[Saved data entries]

Segment Open

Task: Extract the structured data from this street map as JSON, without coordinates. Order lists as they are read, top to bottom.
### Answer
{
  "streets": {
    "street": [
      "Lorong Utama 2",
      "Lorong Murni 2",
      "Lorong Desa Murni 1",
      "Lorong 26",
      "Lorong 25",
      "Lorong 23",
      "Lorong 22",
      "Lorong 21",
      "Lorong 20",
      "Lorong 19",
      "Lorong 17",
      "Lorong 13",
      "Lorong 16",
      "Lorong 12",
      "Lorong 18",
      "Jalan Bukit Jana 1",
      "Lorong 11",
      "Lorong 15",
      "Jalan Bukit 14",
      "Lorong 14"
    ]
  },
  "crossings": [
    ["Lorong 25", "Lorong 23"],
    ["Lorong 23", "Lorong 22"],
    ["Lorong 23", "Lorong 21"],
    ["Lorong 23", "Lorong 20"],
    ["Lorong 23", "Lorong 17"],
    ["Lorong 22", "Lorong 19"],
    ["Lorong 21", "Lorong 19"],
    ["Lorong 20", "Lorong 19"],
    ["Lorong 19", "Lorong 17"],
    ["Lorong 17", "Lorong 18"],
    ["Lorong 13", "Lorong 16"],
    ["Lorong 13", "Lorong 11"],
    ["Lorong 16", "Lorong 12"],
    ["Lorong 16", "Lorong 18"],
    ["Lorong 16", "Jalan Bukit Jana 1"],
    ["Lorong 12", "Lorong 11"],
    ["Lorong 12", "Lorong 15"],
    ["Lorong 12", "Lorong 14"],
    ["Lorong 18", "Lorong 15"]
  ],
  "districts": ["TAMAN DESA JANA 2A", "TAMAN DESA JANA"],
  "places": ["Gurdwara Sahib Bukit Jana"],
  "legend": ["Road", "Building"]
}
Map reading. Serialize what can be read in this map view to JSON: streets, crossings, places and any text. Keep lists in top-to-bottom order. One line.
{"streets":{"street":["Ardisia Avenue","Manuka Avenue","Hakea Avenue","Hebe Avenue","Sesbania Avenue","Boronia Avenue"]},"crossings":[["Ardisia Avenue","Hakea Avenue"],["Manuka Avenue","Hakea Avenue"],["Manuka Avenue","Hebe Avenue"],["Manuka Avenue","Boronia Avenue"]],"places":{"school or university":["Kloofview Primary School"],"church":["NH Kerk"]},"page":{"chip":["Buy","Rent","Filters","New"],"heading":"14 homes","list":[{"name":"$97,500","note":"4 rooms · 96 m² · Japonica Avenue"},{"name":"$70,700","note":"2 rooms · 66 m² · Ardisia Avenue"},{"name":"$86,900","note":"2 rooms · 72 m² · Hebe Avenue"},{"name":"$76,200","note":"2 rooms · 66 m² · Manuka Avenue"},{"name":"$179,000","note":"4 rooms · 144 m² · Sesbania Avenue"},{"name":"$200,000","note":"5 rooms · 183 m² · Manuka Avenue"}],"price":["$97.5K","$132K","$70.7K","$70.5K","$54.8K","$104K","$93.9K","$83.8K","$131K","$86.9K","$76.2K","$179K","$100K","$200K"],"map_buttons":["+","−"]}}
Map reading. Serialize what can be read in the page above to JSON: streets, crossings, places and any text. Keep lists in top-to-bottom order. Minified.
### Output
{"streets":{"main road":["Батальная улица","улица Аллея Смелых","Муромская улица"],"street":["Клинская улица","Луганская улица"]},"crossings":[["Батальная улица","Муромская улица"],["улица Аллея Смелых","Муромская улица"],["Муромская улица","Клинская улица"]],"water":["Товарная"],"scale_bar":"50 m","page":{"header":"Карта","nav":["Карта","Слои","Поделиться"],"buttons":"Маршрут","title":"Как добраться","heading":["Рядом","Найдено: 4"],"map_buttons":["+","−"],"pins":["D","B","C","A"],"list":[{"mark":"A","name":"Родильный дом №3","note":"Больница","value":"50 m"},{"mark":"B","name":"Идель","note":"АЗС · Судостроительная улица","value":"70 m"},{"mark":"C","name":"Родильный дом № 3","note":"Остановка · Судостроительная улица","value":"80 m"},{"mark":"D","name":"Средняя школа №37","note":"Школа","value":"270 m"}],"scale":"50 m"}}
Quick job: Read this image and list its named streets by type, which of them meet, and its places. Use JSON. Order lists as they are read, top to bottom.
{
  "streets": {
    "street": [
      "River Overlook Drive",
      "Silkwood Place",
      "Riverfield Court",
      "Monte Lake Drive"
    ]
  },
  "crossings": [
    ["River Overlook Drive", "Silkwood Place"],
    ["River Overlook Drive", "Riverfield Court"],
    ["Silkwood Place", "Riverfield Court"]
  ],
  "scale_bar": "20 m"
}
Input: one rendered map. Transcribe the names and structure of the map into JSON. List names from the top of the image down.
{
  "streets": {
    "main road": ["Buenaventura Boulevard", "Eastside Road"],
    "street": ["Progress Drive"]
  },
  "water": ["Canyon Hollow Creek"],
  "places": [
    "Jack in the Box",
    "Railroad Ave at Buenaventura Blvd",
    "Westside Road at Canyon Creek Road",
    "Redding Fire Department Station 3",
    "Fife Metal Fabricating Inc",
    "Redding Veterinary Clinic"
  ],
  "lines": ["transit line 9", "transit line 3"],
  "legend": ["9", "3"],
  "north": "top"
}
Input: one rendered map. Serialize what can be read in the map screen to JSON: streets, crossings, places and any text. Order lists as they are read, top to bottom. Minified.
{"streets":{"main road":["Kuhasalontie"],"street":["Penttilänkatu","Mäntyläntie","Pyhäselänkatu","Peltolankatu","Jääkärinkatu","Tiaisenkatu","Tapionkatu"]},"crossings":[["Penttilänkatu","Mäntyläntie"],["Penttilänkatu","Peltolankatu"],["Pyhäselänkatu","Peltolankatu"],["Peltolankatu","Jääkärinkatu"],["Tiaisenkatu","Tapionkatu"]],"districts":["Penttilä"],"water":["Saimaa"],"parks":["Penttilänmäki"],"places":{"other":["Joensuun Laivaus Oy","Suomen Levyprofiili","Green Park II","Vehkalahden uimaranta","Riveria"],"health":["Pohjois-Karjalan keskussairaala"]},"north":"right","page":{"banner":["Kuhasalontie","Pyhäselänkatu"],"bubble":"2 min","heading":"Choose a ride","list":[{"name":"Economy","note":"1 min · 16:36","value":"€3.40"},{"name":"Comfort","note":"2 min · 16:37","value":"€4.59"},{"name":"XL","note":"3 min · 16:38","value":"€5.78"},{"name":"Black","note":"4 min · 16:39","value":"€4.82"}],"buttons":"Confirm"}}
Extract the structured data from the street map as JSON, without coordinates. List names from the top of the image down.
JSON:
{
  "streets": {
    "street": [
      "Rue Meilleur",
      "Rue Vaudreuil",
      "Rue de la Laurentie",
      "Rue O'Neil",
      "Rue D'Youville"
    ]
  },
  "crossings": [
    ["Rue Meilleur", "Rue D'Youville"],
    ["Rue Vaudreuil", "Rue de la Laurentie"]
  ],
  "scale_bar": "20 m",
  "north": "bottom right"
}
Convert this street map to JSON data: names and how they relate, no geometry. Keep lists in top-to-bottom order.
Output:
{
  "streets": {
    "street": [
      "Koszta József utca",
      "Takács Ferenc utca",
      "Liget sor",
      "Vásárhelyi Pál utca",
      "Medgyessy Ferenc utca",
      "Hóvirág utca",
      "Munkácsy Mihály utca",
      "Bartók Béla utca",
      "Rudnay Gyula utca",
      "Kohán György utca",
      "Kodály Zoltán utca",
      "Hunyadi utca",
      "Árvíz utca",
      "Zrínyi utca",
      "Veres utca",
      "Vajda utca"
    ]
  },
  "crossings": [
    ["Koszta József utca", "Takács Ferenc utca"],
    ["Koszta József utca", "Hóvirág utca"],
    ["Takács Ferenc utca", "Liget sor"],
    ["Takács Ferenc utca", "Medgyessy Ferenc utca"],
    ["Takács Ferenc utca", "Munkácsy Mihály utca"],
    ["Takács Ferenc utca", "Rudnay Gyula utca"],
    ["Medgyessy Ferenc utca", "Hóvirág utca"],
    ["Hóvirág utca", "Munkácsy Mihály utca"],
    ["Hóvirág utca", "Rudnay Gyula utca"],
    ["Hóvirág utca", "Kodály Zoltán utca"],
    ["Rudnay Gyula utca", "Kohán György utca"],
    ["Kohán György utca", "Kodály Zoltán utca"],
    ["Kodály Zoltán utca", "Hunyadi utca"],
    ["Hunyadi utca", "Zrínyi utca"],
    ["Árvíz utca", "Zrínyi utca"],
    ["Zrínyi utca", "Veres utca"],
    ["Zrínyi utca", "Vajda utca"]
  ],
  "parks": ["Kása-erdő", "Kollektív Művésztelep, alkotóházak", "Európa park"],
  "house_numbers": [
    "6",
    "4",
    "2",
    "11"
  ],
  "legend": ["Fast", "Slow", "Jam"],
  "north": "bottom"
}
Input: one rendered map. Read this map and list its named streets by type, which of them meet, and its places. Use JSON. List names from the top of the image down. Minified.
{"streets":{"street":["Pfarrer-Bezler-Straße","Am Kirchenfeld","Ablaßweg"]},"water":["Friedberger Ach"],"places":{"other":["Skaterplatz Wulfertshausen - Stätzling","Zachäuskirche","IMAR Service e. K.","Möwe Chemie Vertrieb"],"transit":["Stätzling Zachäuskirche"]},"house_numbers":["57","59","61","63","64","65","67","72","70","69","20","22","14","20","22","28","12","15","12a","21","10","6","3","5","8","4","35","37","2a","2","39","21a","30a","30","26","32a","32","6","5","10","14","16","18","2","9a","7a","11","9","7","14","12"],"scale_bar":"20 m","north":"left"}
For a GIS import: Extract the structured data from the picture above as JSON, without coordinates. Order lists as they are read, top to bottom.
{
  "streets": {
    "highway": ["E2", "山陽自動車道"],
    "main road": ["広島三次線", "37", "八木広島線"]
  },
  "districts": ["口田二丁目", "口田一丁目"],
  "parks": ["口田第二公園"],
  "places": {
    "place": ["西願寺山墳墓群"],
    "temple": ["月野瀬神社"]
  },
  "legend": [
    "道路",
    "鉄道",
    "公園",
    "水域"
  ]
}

Segment Closed

**Aim of the task:**
From the entries above, print the lines beginning at the one with "Input: one rendered map. Transcribe" and stopping after the one with "Convert this street", exactly as written and with nothing else.

**Solution for this problem:**
Input: one rendered map. Transcribe the names and structure of the map into JSON. List names from the top of the image down.
{
  "streets": {
    "main road": ["Buenaventura Boulevard", "Eastside Road"],
    "street": ["Progress Drive"]
  },
  "water": ["Canyon Hollow Creek"],
  "places": [
    "Jack in the Box",
    "Railroad Ave at Buenaventura Blvd",
    "Westside Road at Canyon Creek Road",
    "Redding Fire Department Station 3",
    "Fife Metal Fabricating Inc",
    "Redding Veterinary Clinic"
  ],
  "lines": ["transit line 9", "transit line 3"],
  "legend": ["9", "3"],
  "north": "top"
}
Input: one rendered map. Serialize what can be read in the map screen to JSON: streets, crossings, places and any text. Order lists as they are read, top to bottom. Minified.
{"streets":{"main road":["Kuhasalontie"],"street":["Penttilänkatu","Mäntyläntie","Pyhäselänkatu","Peltolankatu","Jääkärinkatu","Tiaisenkatu","Tapionkatu"]},"crossings":[["Penttilänkatu","Mäntyläntie"],["Penttilänkatu","Peltolankatu"],["Pyhäselänkatu","Peltolankatu"],["Peltolankatu","Jääkärinkatu"],["Tiaisenkatu","Tapionkatu"]],"districts":["Penttilä"],"water":["Saimaa"],"parks":["Penttilänmäki"],"places":{"other":["Joensuun Laivaus Oy","Suomen Levyprofiili","Green Park II","Vehkalahden uimaranta","Riveria"],"health":["Pohjois-Karjalan keskussairaala"]},"north":"right","page":{"banner":["Kuhasalontie","Pyhäselänkatu"],"bubble":"2 min","heading":"Choose a ride","list":[{"name":"Economy","note":"1 min · 16:36","value":"€3.40"},{"name":"Comfort","note":"2 min · 16:37","value":"€4.59"},{"name":"XL","note":"3 min · 16:38","value":"€5.78"},{"name":"Black","note":"4 min · 16:39","value":"€4.82"}],"buttons":"Confirm"}}
Extract the structured data from the street map as JSON, without coordinates. List names from the top of the image down.
JSON:
{
  "streets": {
    "street": [
      "Rue Meilleur",
      "Rue Vaudreuil",
      "Rue de la Laurentie",
      "Rue O'Neil",
      "Rue D'Youville"
    ]
  },
  "crossings": [
    ["Rue Meilleur", "Rue D'Youville"],
    ["Rue Vaudreuil", "Rue de la Laurentie"]
  ],
  "scale_bar": "20 m",
  "north": "bottom right"
}
Convert this street map to JSON data: names and how they relate, no geometry. Keep lists in top-to-bottom order.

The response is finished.